*** Extracted information ***

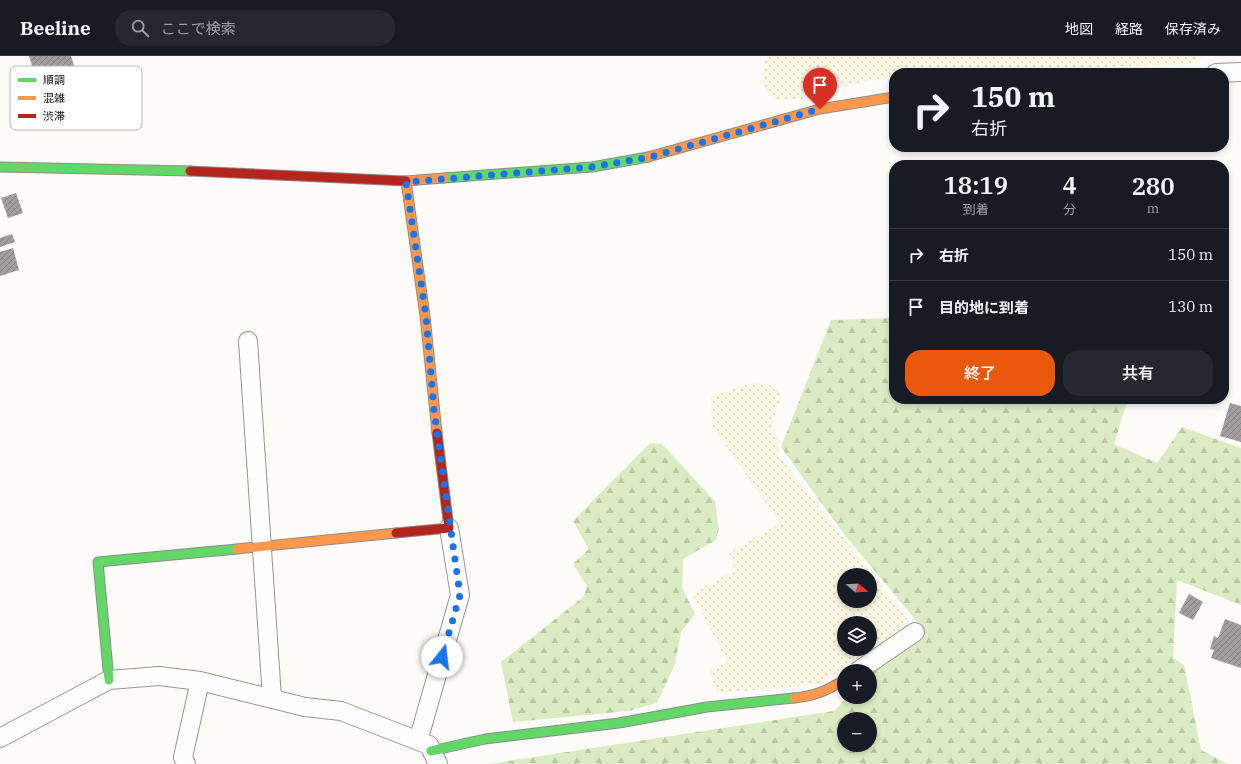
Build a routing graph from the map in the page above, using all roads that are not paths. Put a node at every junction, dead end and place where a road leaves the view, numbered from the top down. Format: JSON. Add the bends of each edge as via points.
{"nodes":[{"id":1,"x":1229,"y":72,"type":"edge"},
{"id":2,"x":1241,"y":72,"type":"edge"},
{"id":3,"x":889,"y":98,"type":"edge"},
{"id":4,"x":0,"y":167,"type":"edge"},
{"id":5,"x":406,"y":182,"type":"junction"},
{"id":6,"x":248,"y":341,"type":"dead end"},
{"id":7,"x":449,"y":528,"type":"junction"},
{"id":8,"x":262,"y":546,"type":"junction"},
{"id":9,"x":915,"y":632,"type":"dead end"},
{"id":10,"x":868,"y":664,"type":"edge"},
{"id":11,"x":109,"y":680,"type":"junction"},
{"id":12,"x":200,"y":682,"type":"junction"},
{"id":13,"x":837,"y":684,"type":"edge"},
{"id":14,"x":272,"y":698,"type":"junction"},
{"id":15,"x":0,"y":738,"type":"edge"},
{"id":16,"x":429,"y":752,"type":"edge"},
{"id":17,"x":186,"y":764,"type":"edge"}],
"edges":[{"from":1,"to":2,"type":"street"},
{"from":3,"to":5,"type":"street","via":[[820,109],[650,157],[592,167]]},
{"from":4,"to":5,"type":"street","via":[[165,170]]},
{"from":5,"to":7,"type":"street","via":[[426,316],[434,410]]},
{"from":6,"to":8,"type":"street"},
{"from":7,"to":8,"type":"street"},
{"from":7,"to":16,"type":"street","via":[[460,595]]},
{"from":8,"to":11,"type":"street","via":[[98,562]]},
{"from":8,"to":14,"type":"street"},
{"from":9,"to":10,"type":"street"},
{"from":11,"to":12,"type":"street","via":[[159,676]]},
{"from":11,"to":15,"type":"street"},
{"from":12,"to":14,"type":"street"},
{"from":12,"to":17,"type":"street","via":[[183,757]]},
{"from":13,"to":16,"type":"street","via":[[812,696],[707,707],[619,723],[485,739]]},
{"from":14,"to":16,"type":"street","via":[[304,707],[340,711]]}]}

*** End of Extracted information ***

__Work to be completed__
Please give back every line above exactly as it stands, without pictures.

__Result__
Build a routing graph from the map in the page above, using all roads that are not paths. Put a node at every junction, dead end and place where a road leaves the view, numbered from the top down. Format: JSON. Add the bends of each edge as via points.
{"nodes":[{"id":1,"x":1229,"y":72,"type":"edge"},
{"id":2,"x":1241,"y":72,"type":"edge"},
{"id":3,"x":889,"y":98,"type":"edge"},
{"id":4,"x":0,"y":167,"type":"edge"},
{"id":5,"x":406,"y":182,"type":"junction"},
{"id":6,"x":248,"y":341,"type":"dead end"},
{"id":7,"x":449,"y":528,"type":"junction"},
{"id":8,"x":262,"y":546,"type":"junction"},
{"id":9,"x":915,"y":632,"type":"dead end"},
{"id":10,"x":868,"y":664,"type":"edge"},
{"id":11,"x":109,"y":680,"type":"junction"},
{"id":12,"x":200,"y":682,"type":"junction"},
{"id":13,"x":837,"y":684,"type":"edge"},
{"id":14,"x":272,"y":698,"type":"junction"},
{"id":15,"x":0,"y":738,"type":"edge"},
{"id":16,"x":429,"y":752,"type":"edge"},
{"id":17,"x":186,"y":764,"type":"edge"}],
"edges":[{"from":1,"to":2,"type":"street"},
{"from":3,"to":5,"type":"street","via":[[820,109],[650,157],[592,167]]},
{"from":4,"to":5,"type":"street","via":[[165,170]]},
{"from":5,"to":7,"type":"street","via":[[426,316],[434,410]]},
{"from":6,"to":8,"type":"street"},
{"from":7,"to":8,"type":"street"},
{"from":7,"to":16,"type":"street","via":[[460,595]]},
{"from":8,"to":11,"type":"street","via":[[98,562]]},
{"from":8,"to":14,"type":"street"},
{"from":9,"to":10,"type":"street"},
{"from":11,"to":12,"type":"street","via":[[159,676]]},
{"from":11,"to":15,"type":"street"},
{"from":12,"to":14,"type":"street"},
{"from":12,"to":17,"type":"street","via":[[183,757]]},
{"from":13,"to":16,"type":"street","via":[[812,696],[707,707],[619,723],[485,739]]},
{"from":14,"to":16,"type":"street","via":[[304,707],[340,711]]}]}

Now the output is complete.